The ailing 76-year-old Pope spoke in Sarajevo's sports stadium, which is now surrounded by the graves of thousands killed during the siege. He urged Bosnia and the rest of the world finally to say "no more" to war.

"We must recognize ... the right of every human being to live in peace and harmony," he said, while "condeming any form of intolerance and persecution rooted in ideologies which trample the inviolable dignity of the individual."

But even as the Pontiff brought his powerful message of reconciliation to Sarajevo, the circumstances of the visit made some observers wonder if he had not come too late to help save Sarajevo's multi-ethnic character. Most of the more than 30,000 people who attended the open-air mass were Croat Catholics who traveled to the capital by bus for the ceremony and left again immediately afterward. One of the results of the war is that some 150,000 Serbs and 100,000 Croats who once lived in Sarajevo have moved away, making it now an almost exclusively Bosnian-Muslim city.

Bosnia itself today exists as a country largely only on paper, and far more as a result of the peace terms than any reconciliation between its three religious and ethnic groups. Croats and Muslims exist in an uneasy federation which controls 51 percent of the country's territory, while the rest is a Serbian entity which regards Bosnia as an enemy state.

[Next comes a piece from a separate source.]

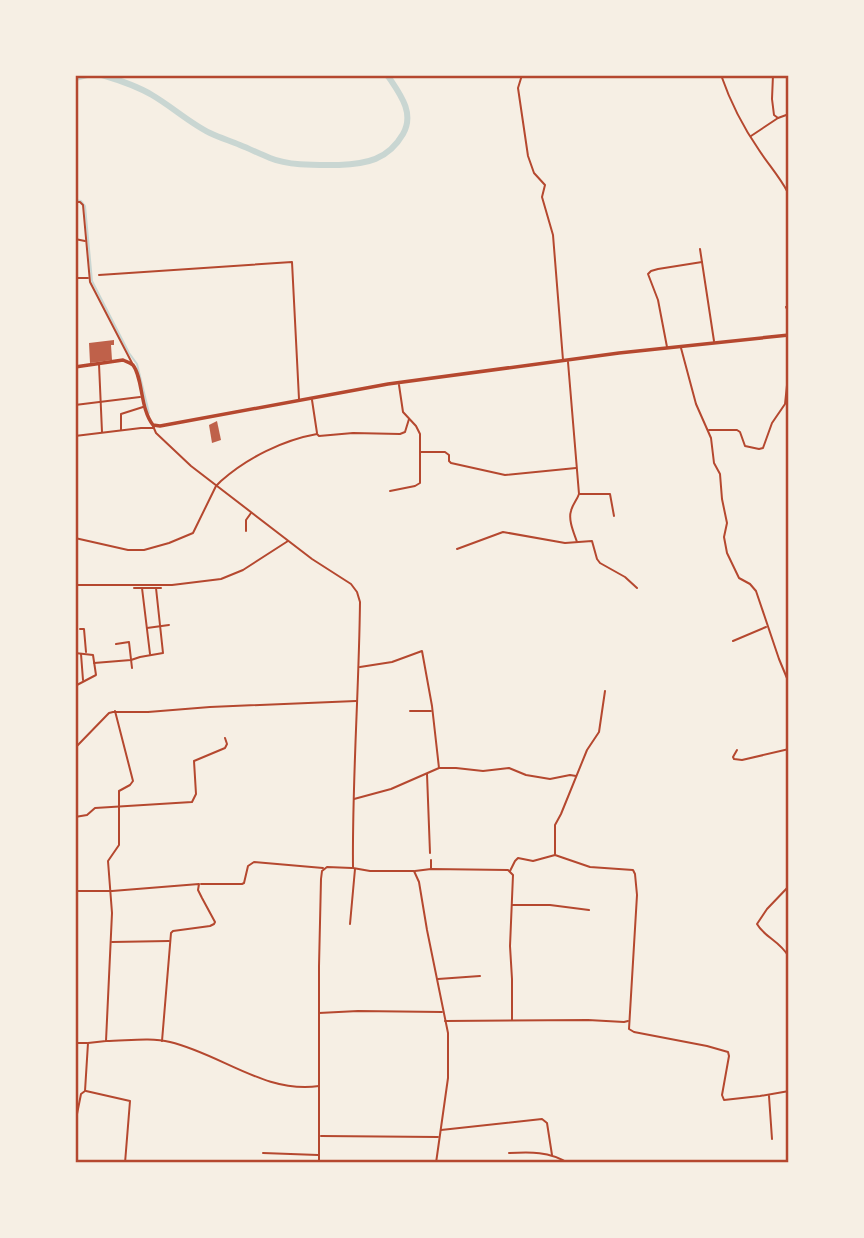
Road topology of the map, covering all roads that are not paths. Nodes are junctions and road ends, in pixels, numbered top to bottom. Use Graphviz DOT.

Still, the pope's visit was a welcome boost for all those in Bosnia who still hope to one day reconstruct a truly multi-ethnic country. Thousands of Muslims greeted the Pope on his way in from the airport on Saturday because they remember his war-time support for keeping Bosnia as a single state and his readiness to come even when the city was under siege.

But in a reminder that Sarajevo is still a dangerous place for the Pope to visit, the police discovered a bomb under a bridge along his route just hours before he arrived. It is not known who placed it.

Ready for the Pope's message or not, all Bosnians should have a reason to welcome him. The most prominent visitor to come in the past year, John Paul II helped to bring world's attention again -- however briefly -- on the city and the country in urgent need of renewal.